Sometimes the journey is as important as the destination. For nearly half a century, Route 66 was the chief commercial highway and main tourist artery to the West Coast. Though its glory days are now faded, you can still get your kicks on Route 66 in western Arizona and in eastern California. Starting from Seligman, Ariz., a 100-mile stretch of Route 66 curves through the Havasupai Indian Reservation to Kingman, Ariz.
Ninety miles west of Kingman, another 100-mile section of old 66 veers south through the Mojave Desert to the tiny community of Amboy, Calif. Our national anthem will be even more meaningful when you trace its history on a visit to Baltimore, Md.

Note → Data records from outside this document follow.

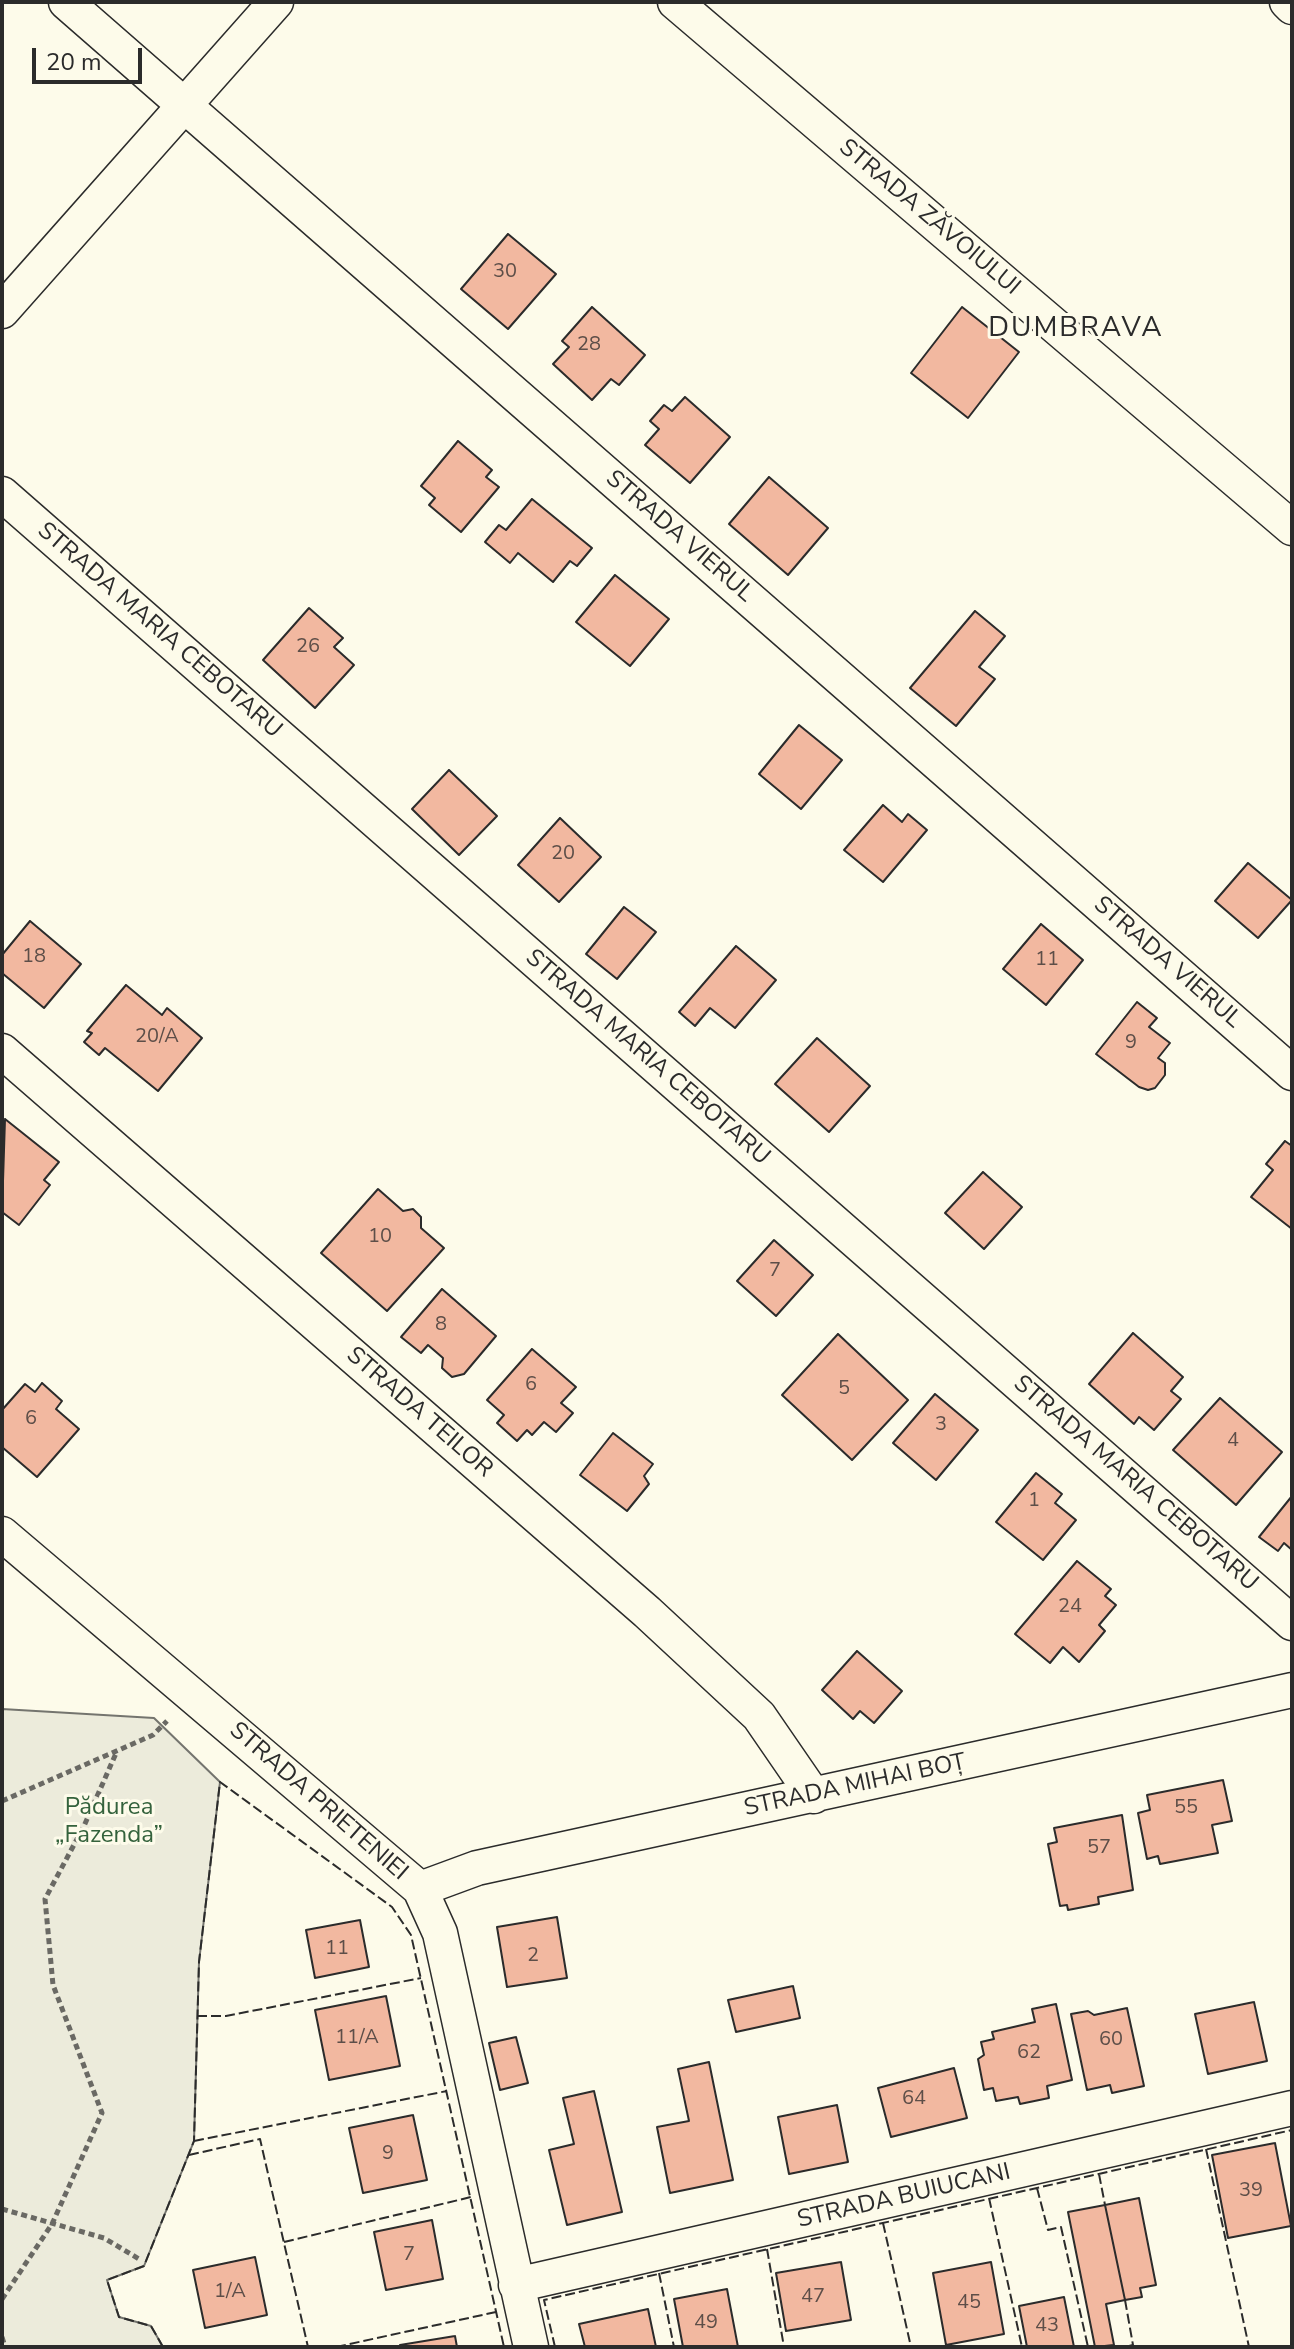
<!DOCTYPE html>
<html>
<head>
<meta charset="utf-8">
<style>
  body { margin:0 }
  #map { position:relative; width:1294px; height:2349px; overflow:hidden; background:#fdfbea; font-family:"Nunito Sans",sans-serif }
  canvas { display:block }
  .frame { position:absolute; inset:0; border:4px solid #2b2b2b; pointer-events:none }
  .scale { position:absolute; left:32px; top:48px; width:110px; height:36px; box-sizing:border-box; border:4px solid #2b2b2b; border-top:0; padding-left:10px; font-size:24px; line-height:28px; white-space:nowrap; color:#2b2b2b; -webkit-text-stroke:6px #fdfbea; paint-order:stroke }
</style>
</head>
<body>
<div id="map">
<canvas width="1294" height="2349"></canvas>
<div class="frame"></div>
<div class="scale">20 m</div>
</div>
<script>
const c = document.querySelector('canvas').getContext('2d');
c.lineJoin = 'round';
function fillPath(path, color) { c.fillStyle = color; c.fill(path, 'evenodd'); }
const toPath = rows => new Path2D(rows.map(r => 'M' + r).join(''));
function trace(path, color, width, dash) { c.strokeStyle = color; c.lineWidth = width; c.lineCap = dash ? 'butt' : 'round'; c.setLineDash(dash || []); c.stroke(path); }
function label(font, color, halo, rows, align = 'center') {
  c.font = font + ' "Nunito Sans",sans-serif'; c.lineWidth = 6; c.setLineDash([]); c.textBaseline = 'middle'; c.strokeStyle = halo; c.fillStyle = color; for (const [text, x, y, turn = 0] of rows) {
    c.save(); c.translate(x, y); c.rotate((+turn || 0) * Math.PI / 180); c.textAlign = isNaN(turn) ? turn : align; if (halo) c.strokeText(text, 0, 0); c.fillText(text, 0, 0); c.restore();
  }
}
const green = toPath([
  [2,1709,154,1718,220,1782,199,1962,194,2141,144,2266,107,2280,119,2317,151,2326,163,2347,2,2347,2,1709]
]);
fillPath(green, '#ecebdb');
trace(green, '#74746e', 2);
const building = toPath([
  [508,234,556,274,508,329,461,289,508,234],
  [592,307,645,355,619,385,611,379,592,400,553,364,569,347,562,341,592,307],
  [962,307,1019,352,968,418,911,373,962,307],
  [685,397,730,437,690,483,645,445,659,429,650,421,664,405,672,411,685,397],
  [458,441,492,470,486,477,499,487,461,532,429,505,435,498,421,486,458,441],
  [769,477,828,528,788,575,729,524,769,477],
  [532,499,592,548,577,566,570,561,553,582,518,553,510,563,485,542,499,525,506,530,532,499],
  [615,575,669,619,630,666,576,622,615,575],
  [309,608,343,638,334,647,354,665,315,708,263,660,309,608],
  [975,611,1005,636,979,667,995,679,956,726,910,688,975,611],
  [799,725,842,760,801,809,759,774,799,725],
  [449,770,497,816,459,855,412,809,449,770],
  [883,805,902,822,908,814,927,830,883,882,844,850,883,805],
  [560,818,601,857,559,902,518,865,560,818],
  [1248,863,1292,900,1258,938,1215,901,1248,863],
  [624,907,656,932,617,979,586,954,624,907],
  [30,921,81,964,44,1008,2,973,2,955,30,921],
  [1041,924,1083,960,1046,1005,1003,969,1041,924],
  [736,946,776,980,735,1028,710,1008,695,1026,679,1012,736,946],
  [126,985,162,1015,167,1008,202,1038,158,1091,105,1048,99,1055,84,1042,92,1033,87,1031,126,985],
  [1137,1002,1157,1018,1149,1027,1170,1043,1158,1058,1165,1063,1165,1075,1155,1088,1148,1090,1139,1087,1096,1054,1137,1002],
  [817,1038,870,1086,829,1132,775,1084,817,1038],
  [5,1119,59,1162,44,1180,50,1185,19,1225,2,1212,5,1119],
  [1285,1141,1292,1146,1292,1229,1251,1197,1273,1170,1266,1164,1285,1141],
  [983,1172,1022,1207,984,1249,945,1213,983,1172],
  [378,1189,403,1211,413,1209,421,1217,421,1228,444,1248,387,1311,321,1253,378,1189],
  [774,1240,813,1275,776,1316,737,1281,774,1240],
  [442,1289,496,1336,464,1374,452,1377,442,1368,443,1358,428,1345,421,1353,401,1337,442,1289],
  [1133,1333,1183,1377,1171,1391,1181,1399,1154,1430,1139,1417,1134,1424,1089,1384,1133,1333],
  [838,1334,908,1400,852,1460,782,1395,838,1334],
  [532,1349,576,1387,561,1403,573,1413,556,1432,544,1422,532,1435,527,1430,517,1441,497,1423,504,1415,487,1400,532,1349],
  [42,1383,62,1401,56,1409,79,1429,37,1477,2,1447,2,1410,25,1384,35,1392,42,1383],
  [935,1394,978,1430,936,1480,893,1443,935,1394],
  [1220,1398,1282,1452,1236,1505,1173,1450,1220,1398],
  [613,1433,653,1464,644,1476,649,1484,627,1511,580,1475,613,1433],
  [1036,1473,1062,1494,1055,1503,1076,1520,1043,1560,996,1522,1036,1473],
  [1292,1496,1292,1550,1284,1543,1278,1551,1259,1537,1292,1496],
  [1077,1561,1111,1589,1105,1596,1116,1605,1099,1625,1105,1631,1079,1662,1063,1647,1050,1663,1015,1634,1077,1561],
  [857,1651,902,1691,874,1723,860,1711,853,1719,822,1690,857,1651],
  [1223,1780,1232,1821,1212,1825,1218,1853,1160,1864,1158,1856,1147,1859,1138,1813,1150,1810,1147,1795,1223,1780],
  [1122,1815,1133,1890,1098,1897,1099,1904,1068,1910,1067,1905,1060,1906,1048,1844,1057,1842,1054,1828,1122,1815],
  [557,1917,567,1978,507,1987,497,1927,557,1917],
  [360,1920,369,1967,315,1978,306,1930,360,1920],
  [793,1986,800,2018,736,2032,728,2000,793,1986],
  [386,1996,400,2066,329,2080,315,2010,386,1996],
  [1254,2002,1267,2061,1208,2074,1195,2014,1254,2002],
  [1056,2004,1072,2080,1047,2086,1049,2098,1020,2104,1018,2097,996,2101,993,2088,984,2090,978,2059,984,2055,981,2042,994,2039,992,2032,1035,2022,1032,2009,1056,2004],
  [1127,2008,1144,2086,1112,2093,1110,2085,1087,2090,1071,2014,1088,2011,1094,2015,1127,2008],
  [516,2037,528,2083,500,2090,489,2043,516,2037],
  [709,2062,733,2180,670,2193,657,2127,689,2121,678,2069,709,2062],
  [954,2068,967,2118,891,2137,878,2088,954,2068],
  [594,2091,622,2212,567,2225,549,2150,574,2144,563,2098,594,2091],
  [837,2105,848,2162,789,2174,778,2117,837,2105],
  [413,2115,427,2180,363,2193,349,2128,413,2115],
  [1275,2143,1291,2226,1228,2238,1212,2155,1275,2143],
  [1139,2198,1156,2285,1140,2288,1142,2297,1125,2300,1105,2205,1139,2198],
  [1105,2205,1125,2300,1106,2304,1114,2345,1095,2347,1068,2212,1105,2205],
  [432,2220,443,2279,386,2290,374,2232,432,2220],
  [255,2257,267,2315,205,2328,193,2270,255,2257],
  [841,2262,851,2320,786,2331,776,2273,841,2262],
  [991,2262,1004,2334,946,2345,933,2273,991,2262],
  [727,2289,738,2347,683,2347,674,2299,727,2289],
  [1064,2297,1074,2347,1027,2347,1019,2306,1064,2297],
  [648,2309,656,2347,585,2347,579,2324,648,2309],
  [455,2336,457,2347,400,2347,400,2345,455,2336]
]);
fillPath(building, '#f2b8a0');
trace(building, '#2b2b2b', 2);
const minor = toPath([
  [66,2,1292,1073],
  [675,2,1292,528],
  [1287,2,1292,7],
  [2,311,276,2],
  [2,494,1292,1623],
  [2,1051,647,1612,759,1716,814,1796],
  [2,1534,420,1889,440,1933,531,2347],
  [420,1889,477,1868,1292,1690],
  [516,2285,1292,2108]
]);
trace(minor, '#2b2b2b', 37);
trace(toPath([
  [2,1801,153,1735,167,1721],
  [2,2209,104,2238,139,2259],
  [2,2299,52,2224,102,2113,53,1985,45,1899,84,1826,117,1751],
  [2,2337,5,2347]
]), '#6a6964', 5, [6, 4]);
trace(minor, '#fdfbea', 34);
trace(toPath([
  [197,2016,226,2016,421,1978],
  [194,2141,447,2091],
  [1206,2149,1249,2347],
  [189,2155,260,2139,308,2347],
  [1099,2174,1105,2205],
  [1037,2188,1048,2230,1061,2227,1088,2347],
  [989,2198,1022,2347],
  [883,2223,911,2347],
  [284,2242,471,2197],
  [767,2249,784,2347],
  [659,2273,674,2347],
  [1125,2300,1133,2345,1125,2347],
  [163,2347,151,2326,119,2317,107,2280,144,2266,194,2141,199,1962,220,1782,392,1907,411,1935,504,2347],
  [336,2347,496,2312],
  [555,2347,544,2300,1292,2130]
]), '#2b2b2b', 2, [10, 4]);
label('20px', '#5d4e48', null, [
  ["30",505,272],
  ["28",589,345],
  ["26",308,647],
  ["20",563,854],
  ["18",34,957],
  ["11",1047,960],
  ["20/A",157,1037],
  ["9",1131,1043],
  ["10",380,1237],
  ["7",775,1271],
  ["8",441,1325],
  ["6",531,1385],
  ["5",844,1389],
  ["6",31,1419],
  ["3",941,1425],
  ["4",1233,1441],
  ["1",1034,1501],
  ["24",1070,1607],
  ["55",1186,1808],
  ["57",1099,1848],
  ["11",337,1949],
  ["2",533,1956],
  ["11/A",357,2038],
  ["60",1111,2040],
  ["62",1029,2053],
  ["64",914,2099],
  ["9",388,2154],
  ["39",1251,2191],
  ["7",409,2255],
  ["1/A",230,2292],
  ["47",813,2297],
  ["45",969,2303],
  ["49",706,2323],
  ["43",1047,2326]
]);
label('24px', '#2b2b2b', '#fdfbea', [
  ["STRADA ZĂVOIULUI",929,218,40],
  ["STRADA VIERUL",679,537,41],
  ["STRADA MARIA CEBOTARU",159,631,41],
  ["STRADA VIERUL",1167,963,41],
  ["STRADA MARIA CEBOTARU",647,1058,41],
  ["STRADA TEILOR",419,1413,41],
  ["STRADA MARIA CEBOTARU",1135,1484,41],
  ["STRADA MIHAI BOȚ",855,1786,-12],
  ["STRADA PRIETENIEI",318,1802,41],
  ["STRADA BUIUCANI",904,2197,-13]
]);
label('24px', '#34623c', '#fdfbea', [
  ["Pădurea",109,1808],
  ["„Fazenda”",109,1836]
]);
c.letterSpacing = '2px';
label('28px', '#2b2b2b', '#fdfbea', [
  ["DUMBRAVA",1076,329]
]);
c.letterSpacing = '0px';
</script>
</body>
</html>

When Francis Scott Key saw the American flag flying over Fort McHenry during the British invasion of the port of Baltimore in September 1814, he was inspired to write the "Star Spangled Banner."
You can see a replica of this flag at the Star-Spangled Banner Flag House in Baltimore or spend a day at Baltimore's Inner Harbor, one of America's oldest seaports.
Back in 1941, President Roosevelt's famous Four Freedoms Speech to Congress inspired the great American artist and illustrator, Norman Rockwell, to create the Four Freedoms paintings. Today these paintings, along with 570 other original paintings and drawings, are housed at the Norman Rockwell Museum in Stockbridge, Mass., just a 2½ hour ride from Boston or New York.
Wherever you go to celebrate our national heritage, be sure to buckle up and drive safely.